THE INPUT:
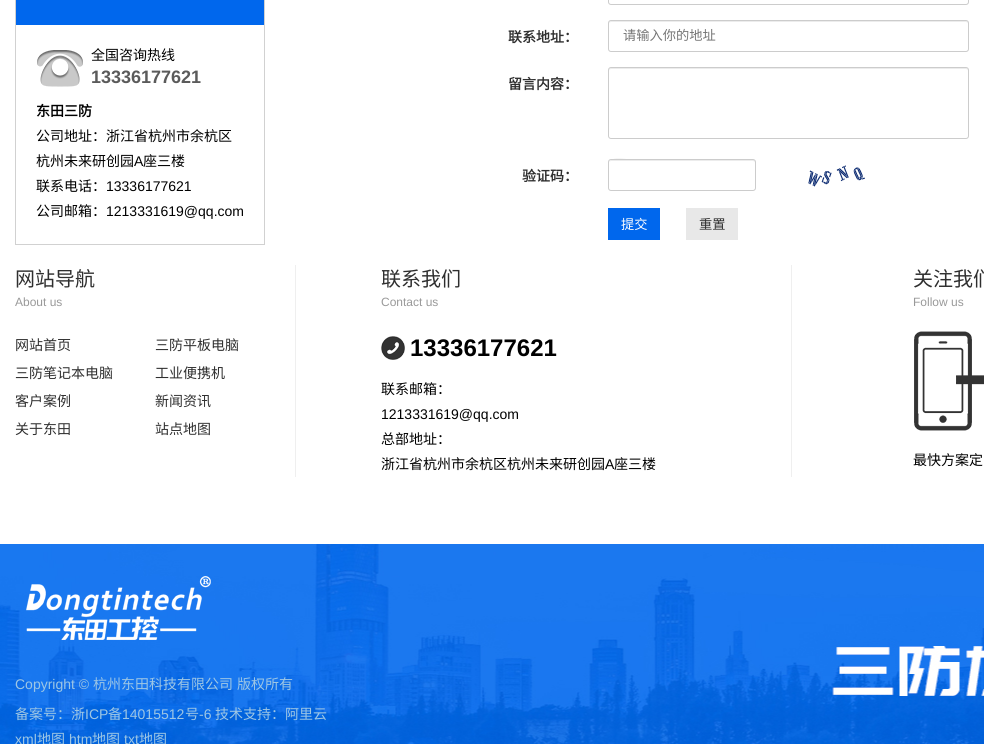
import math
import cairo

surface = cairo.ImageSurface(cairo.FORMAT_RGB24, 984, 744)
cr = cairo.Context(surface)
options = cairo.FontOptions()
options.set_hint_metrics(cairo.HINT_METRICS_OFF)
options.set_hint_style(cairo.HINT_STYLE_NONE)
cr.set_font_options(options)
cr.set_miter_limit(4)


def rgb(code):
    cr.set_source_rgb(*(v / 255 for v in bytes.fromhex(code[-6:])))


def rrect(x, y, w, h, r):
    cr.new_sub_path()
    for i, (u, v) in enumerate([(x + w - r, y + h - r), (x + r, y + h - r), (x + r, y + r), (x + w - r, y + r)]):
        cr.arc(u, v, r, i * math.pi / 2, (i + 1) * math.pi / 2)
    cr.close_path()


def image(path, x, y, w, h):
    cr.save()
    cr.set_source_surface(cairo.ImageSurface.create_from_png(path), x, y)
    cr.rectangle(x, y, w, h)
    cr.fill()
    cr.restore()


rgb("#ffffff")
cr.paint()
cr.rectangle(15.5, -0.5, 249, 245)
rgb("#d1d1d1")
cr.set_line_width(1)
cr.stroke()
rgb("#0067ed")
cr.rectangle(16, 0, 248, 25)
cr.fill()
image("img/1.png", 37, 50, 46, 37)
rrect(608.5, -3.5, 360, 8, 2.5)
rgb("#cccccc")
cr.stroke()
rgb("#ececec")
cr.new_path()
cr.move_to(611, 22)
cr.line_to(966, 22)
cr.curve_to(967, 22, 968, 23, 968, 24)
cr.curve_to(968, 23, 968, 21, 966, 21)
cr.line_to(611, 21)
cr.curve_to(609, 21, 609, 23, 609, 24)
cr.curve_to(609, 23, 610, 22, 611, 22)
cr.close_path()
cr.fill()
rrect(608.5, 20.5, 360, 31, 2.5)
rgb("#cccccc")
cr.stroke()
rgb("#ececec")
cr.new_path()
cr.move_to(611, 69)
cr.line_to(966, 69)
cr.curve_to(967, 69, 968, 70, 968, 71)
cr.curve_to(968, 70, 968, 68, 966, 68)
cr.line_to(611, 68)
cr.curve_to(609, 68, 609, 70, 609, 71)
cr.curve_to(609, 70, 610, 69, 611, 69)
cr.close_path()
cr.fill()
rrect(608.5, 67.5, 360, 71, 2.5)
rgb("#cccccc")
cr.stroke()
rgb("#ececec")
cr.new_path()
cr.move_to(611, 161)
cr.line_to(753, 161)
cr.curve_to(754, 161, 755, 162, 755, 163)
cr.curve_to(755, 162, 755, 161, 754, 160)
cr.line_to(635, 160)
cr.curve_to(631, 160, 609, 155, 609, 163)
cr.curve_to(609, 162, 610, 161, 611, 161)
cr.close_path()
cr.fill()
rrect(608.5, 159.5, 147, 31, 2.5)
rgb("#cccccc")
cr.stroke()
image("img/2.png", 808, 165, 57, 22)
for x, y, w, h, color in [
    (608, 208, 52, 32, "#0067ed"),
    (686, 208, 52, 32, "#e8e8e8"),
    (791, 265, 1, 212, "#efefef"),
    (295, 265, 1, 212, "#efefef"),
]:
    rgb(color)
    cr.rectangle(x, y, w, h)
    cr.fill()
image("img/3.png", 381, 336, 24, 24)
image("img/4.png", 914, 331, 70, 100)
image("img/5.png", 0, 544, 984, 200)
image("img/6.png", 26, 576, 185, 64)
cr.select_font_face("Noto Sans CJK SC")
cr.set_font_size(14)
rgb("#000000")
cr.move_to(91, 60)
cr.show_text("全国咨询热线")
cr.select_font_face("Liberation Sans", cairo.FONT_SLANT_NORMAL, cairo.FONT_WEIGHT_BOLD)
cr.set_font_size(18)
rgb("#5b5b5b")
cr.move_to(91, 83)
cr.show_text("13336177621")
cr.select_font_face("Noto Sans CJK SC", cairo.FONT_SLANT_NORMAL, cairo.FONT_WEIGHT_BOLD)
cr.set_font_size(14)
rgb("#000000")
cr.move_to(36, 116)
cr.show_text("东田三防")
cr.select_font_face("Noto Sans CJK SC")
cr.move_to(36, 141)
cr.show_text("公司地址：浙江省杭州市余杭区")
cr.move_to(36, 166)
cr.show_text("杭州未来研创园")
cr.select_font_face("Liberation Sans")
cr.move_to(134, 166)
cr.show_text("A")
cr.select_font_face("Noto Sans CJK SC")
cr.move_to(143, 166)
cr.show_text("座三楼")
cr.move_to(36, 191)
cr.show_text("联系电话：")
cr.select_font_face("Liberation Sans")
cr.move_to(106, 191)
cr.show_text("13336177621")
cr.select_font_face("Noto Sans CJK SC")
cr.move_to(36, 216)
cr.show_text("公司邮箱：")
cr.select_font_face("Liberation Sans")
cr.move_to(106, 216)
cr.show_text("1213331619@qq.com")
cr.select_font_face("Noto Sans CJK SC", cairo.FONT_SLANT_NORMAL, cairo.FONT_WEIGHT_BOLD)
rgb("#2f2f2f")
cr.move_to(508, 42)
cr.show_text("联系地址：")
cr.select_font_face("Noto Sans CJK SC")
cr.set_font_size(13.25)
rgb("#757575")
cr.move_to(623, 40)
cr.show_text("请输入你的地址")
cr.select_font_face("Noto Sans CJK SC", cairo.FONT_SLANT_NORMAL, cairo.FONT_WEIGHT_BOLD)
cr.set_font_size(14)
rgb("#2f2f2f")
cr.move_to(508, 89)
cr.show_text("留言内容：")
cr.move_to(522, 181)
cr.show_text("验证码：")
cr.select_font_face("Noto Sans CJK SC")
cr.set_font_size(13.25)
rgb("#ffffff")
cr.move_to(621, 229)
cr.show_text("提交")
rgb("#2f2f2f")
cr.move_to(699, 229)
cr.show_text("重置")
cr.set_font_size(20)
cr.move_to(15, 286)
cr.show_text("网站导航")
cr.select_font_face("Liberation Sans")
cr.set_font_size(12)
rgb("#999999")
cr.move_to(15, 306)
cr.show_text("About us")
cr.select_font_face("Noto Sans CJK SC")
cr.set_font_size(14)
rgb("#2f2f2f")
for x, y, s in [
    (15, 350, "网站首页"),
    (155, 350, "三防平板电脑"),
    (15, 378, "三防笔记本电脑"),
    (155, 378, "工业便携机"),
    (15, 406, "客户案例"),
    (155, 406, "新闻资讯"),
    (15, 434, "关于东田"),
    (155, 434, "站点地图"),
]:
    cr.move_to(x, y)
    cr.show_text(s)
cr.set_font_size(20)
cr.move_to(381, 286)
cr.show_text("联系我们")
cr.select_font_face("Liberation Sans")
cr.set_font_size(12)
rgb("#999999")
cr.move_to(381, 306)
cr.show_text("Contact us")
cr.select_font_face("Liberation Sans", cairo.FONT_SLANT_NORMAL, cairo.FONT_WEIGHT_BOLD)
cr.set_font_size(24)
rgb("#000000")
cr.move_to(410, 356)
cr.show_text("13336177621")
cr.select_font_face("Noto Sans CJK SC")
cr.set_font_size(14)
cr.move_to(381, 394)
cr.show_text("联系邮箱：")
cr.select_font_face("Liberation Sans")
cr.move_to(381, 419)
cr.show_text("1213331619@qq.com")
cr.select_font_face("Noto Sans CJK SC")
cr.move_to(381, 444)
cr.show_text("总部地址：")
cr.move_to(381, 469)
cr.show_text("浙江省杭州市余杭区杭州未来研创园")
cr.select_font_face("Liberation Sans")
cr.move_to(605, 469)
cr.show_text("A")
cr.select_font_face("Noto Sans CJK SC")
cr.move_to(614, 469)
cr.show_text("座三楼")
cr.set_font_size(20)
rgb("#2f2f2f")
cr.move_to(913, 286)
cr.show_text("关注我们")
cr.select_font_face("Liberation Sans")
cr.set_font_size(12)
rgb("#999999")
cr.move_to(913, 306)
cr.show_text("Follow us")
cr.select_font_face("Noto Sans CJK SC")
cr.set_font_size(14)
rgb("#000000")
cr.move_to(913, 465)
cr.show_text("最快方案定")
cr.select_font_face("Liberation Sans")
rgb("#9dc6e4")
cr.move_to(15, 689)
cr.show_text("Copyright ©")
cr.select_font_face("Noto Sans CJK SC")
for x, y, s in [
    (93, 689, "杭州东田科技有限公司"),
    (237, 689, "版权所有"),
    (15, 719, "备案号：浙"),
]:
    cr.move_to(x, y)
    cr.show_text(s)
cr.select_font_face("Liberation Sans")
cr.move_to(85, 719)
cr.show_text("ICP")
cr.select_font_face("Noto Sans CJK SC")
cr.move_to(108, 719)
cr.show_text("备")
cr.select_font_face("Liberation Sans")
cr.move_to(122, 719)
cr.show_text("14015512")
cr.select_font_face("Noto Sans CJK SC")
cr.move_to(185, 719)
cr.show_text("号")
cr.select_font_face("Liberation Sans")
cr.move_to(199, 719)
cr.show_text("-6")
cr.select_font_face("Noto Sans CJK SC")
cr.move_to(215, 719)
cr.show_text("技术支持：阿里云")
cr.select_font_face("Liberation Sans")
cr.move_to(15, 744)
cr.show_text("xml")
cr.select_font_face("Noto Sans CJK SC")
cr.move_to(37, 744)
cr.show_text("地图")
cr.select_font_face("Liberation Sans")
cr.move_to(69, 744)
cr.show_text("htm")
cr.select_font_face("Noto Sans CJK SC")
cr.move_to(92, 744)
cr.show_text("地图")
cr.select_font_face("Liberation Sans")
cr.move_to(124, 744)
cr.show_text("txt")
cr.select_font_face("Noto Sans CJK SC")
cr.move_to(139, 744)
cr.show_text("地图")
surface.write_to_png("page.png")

...

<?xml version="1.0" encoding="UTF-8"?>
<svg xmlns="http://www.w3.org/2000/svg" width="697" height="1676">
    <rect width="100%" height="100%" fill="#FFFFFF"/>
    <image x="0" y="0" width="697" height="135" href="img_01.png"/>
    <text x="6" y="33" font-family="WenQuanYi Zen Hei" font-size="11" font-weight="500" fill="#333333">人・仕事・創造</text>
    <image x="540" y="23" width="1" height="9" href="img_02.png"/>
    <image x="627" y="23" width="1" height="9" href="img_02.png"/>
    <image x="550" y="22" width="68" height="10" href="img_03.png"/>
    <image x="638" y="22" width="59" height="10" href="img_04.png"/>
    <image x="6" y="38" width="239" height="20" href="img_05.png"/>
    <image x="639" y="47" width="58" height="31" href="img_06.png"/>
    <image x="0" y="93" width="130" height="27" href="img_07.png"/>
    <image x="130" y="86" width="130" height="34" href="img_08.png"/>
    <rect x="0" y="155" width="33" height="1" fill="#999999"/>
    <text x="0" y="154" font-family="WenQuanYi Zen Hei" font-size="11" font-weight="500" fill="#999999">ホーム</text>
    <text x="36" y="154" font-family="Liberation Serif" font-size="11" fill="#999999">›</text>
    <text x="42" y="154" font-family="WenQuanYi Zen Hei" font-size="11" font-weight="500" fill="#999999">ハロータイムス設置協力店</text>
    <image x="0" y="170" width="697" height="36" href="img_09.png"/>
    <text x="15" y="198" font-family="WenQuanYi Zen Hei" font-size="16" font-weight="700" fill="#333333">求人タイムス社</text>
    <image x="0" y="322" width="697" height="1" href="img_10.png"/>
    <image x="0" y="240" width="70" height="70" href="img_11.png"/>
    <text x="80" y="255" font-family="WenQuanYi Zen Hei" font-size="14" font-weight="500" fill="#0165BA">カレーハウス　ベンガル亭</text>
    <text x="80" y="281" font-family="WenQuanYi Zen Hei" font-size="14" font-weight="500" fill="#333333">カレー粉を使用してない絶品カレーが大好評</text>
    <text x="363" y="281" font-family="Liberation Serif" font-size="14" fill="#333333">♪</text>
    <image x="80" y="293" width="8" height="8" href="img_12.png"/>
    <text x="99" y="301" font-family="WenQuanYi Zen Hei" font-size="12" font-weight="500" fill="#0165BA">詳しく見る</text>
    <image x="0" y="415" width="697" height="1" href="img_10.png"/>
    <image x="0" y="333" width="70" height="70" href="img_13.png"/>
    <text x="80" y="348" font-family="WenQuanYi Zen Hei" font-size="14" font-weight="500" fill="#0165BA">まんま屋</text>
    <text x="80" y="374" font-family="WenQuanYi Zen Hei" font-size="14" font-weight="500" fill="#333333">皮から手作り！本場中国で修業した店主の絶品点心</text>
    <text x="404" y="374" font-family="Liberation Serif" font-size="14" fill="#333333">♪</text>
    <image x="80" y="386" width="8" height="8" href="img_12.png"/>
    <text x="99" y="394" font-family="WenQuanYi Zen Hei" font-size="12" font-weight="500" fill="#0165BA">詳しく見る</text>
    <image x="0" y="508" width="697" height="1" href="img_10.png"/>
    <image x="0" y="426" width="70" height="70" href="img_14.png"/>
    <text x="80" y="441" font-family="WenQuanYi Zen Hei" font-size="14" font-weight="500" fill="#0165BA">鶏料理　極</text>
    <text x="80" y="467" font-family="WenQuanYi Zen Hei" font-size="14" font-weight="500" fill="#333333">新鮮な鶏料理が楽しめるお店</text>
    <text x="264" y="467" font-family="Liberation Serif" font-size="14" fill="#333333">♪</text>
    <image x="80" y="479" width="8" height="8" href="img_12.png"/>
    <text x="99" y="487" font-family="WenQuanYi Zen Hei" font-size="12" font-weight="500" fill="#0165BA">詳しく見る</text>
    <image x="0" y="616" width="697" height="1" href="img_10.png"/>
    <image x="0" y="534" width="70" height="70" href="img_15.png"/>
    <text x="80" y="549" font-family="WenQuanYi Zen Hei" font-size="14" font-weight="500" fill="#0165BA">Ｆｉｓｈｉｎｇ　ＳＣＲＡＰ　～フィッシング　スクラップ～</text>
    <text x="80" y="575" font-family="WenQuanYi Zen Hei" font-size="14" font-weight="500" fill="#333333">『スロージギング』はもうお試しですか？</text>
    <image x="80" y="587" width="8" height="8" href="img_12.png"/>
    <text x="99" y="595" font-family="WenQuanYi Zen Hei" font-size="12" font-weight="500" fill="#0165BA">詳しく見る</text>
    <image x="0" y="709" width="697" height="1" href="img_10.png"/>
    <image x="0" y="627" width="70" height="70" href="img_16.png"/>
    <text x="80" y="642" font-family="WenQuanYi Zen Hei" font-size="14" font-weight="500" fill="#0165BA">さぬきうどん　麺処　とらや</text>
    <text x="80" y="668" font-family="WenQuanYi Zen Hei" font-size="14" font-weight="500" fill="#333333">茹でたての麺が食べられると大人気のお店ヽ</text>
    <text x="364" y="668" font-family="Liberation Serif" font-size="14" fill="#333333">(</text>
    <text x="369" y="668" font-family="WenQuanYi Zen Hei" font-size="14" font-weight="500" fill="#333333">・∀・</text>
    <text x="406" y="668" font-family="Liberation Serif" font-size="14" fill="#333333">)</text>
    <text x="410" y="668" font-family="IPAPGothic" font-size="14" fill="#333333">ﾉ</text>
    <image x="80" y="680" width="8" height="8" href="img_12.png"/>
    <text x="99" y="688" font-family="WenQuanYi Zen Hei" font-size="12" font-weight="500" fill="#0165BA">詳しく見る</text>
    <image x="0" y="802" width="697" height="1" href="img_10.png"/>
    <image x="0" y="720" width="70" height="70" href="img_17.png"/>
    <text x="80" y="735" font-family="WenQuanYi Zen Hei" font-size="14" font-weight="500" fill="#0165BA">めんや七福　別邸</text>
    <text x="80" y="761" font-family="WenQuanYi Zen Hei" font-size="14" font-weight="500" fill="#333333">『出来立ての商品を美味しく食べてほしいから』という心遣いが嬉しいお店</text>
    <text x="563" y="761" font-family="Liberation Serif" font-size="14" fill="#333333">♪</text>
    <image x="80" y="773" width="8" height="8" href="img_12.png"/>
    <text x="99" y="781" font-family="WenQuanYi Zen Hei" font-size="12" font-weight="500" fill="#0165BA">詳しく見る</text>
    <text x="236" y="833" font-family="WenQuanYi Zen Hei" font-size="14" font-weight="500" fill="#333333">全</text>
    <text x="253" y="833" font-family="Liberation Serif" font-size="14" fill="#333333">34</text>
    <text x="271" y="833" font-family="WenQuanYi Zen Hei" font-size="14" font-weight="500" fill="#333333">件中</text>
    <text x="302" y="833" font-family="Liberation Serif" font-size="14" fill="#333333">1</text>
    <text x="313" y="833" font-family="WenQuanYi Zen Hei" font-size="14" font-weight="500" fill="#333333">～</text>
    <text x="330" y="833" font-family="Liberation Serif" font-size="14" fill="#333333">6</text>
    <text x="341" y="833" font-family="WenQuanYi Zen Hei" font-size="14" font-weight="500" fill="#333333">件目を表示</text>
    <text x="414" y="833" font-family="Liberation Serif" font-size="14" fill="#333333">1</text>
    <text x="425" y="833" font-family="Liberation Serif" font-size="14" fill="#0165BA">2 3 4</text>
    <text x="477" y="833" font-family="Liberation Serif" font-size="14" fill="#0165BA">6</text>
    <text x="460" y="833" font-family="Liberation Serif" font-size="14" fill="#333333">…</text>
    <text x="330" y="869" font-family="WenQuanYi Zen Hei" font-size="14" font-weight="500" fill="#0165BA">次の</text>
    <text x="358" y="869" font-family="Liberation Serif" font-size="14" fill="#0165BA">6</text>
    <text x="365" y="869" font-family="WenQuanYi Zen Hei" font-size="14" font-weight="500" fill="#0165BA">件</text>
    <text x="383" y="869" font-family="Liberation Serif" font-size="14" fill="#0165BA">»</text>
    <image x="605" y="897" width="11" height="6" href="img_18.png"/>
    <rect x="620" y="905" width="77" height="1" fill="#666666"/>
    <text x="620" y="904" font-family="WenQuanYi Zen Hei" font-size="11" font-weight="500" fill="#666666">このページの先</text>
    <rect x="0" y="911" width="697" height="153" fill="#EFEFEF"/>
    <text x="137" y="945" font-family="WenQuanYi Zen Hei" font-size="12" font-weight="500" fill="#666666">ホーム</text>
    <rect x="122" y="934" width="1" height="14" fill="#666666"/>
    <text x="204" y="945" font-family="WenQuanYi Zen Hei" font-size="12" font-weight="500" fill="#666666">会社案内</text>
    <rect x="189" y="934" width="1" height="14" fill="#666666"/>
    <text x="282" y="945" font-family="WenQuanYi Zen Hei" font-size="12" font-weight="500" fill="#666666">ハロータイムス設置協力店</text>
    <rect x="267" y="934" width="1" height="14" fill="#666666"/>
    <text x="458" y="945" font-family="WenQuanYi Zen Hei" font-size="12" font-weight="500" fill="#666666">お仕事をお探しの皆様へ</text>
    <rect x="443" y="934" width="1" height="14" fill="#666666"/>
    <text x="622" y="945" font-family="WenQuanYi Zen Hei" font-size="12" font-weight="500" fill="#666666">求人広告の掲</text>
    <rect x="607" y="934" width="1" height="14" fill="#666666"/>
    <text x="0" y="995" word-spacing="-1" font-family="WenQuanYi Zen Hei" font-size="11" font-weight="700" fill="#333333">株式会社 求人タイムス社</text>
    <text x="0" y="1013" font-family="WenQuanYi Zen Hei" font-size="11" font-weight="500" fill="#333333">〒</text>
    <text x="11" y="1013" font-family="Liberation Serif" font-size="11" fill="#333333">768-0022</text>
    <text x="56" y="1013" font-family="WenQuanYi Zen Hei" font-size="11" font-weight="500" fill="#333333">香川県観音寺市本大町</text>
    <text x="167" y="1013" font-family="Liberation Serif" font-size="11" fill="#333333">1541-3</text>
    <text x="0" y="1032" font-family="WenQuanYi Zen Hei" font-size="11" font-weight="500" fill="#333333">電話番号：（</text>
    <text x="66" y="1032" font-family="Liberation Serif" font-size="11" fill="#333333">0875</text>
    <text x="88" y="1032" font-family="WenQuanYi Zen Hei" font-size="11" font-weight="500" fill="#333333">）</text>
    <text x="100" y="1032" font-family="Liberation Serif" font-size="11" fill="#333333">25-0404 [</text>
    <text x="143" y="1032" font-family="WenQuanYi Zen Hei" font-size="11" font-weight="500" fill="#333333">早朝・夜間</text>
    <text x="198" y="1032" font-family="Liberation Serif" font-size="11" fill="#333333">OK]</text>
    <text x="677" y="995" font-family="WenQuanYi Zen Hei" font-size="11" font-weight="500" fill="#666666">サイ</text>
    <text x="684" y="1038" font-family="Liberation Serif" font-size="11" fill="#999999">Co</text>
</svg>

TASK TO COMPLETE: Copy, exactly and only, the lines above that begin with the one containing "options = cairo.FontOptions()" and finish with the one containing "cr.restore()".

SOLUTION:
options = cairo.FontOptions()
options.set_hint_metrics(cairo.HINT_METRICS_OFF)
options.set_hint_style(cairo.HINT_STYLE_NONE)
cr.set_font_options(options)
cr.set_miter_limit(4)


def rgb(code):
    cr.set_source_rgb(*(v / 255 for v in bytes.fromhex(code[-6:])))


def rrect(x, y, w, h, r):
    cr.new_sub_path()
    for i, (u, v) in enumerate([(x + w - r, y + h - r), (x + r, y + h - r), (x + r, y + r), (x + w - r, y + r)]):
        cr.arc(u, v, r, i * math.pi / 2, (i + 1) * math.pi / 2)
    cr.close_path()


def image(path, x, y, w, h):
    cr.save()
    cr.set_source_surface(cairo.ImageSurface.create_from_png(path), x, y)
    cr.rectangle(x, y, w, h)
    cr.fill()
    cr.restore()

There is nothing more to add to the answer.